The entire concept of anything on the OS running at a privilege level above admin (but below kernel) is absurd to begin with. It only exists because Microsoft had this grand "Trusted Computing" plan back in the day that was supposed to install them as the sole gatekeepers of all media playing back on PCs. Hardware encryption and signed everything including the damned video cable going to your monitor.

In order to facilitate that they invented this permissions level below kernel but above admin--because you can't give the end users a mechanism to work around the encryption! If the (pretend) "secure" drivers ran at the same level as admin someone with such rights could just run some debug tools to dump memory and other runtime stuff to grab the decryption keys and do all sorts of terrible things like... Copy the media being played! (The horror).

So now thanks to that effort Windows has a very unique sort of malware that no other OS has to deal with. Impossible to detect while running and extremely difficult to get rid of.

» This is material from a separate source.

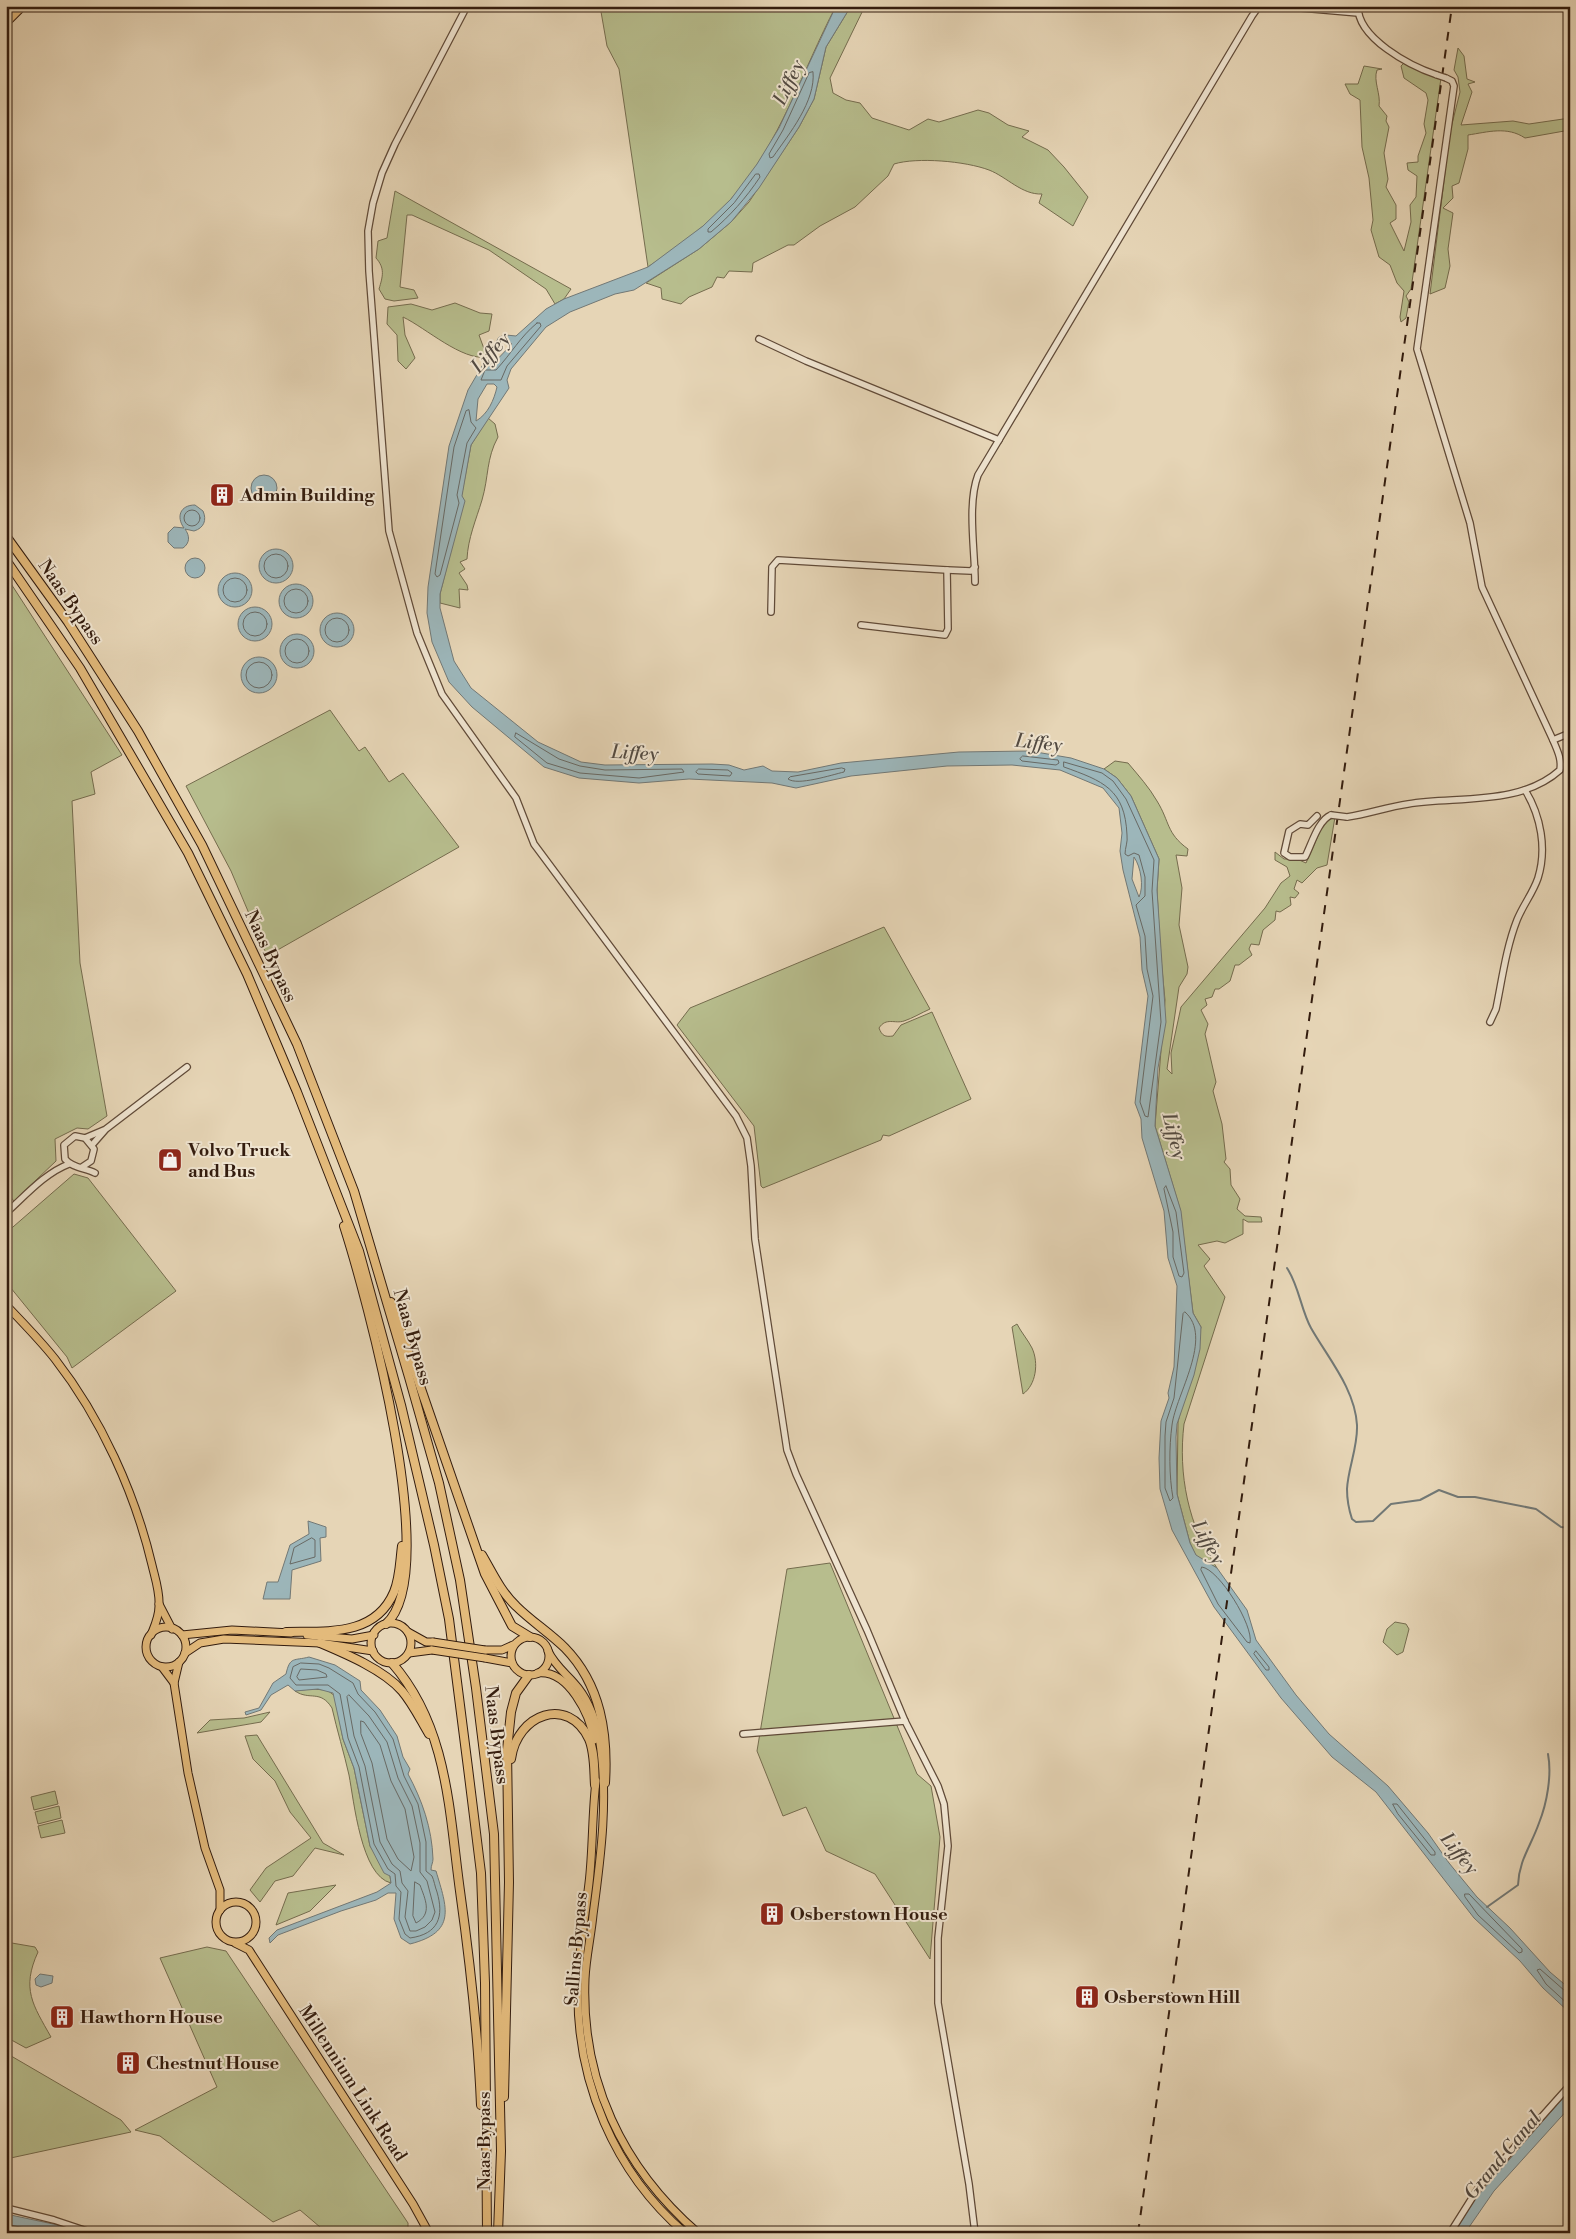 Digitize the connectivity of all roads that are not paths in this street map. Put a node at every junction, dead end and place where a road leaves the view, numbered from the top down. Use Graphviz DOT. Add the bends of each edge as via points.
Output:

Linux doesn't have this problem because even if a malicious kernel driver is messing with all running binaries there's ways to build a binary that can detect when itself has been messed with and also identify the mechanism of action. See: chkrootkit

What's worse is that Microsoft was warned that this would happen! Security experts at the time said it over and over again: A compromised driver would be an incredibly bad situation. Microsoft didn't care! All they saw was dollar signs at the prospect of being able to take fees from anyone and everyone that wanted to play back movies and videos on their computers.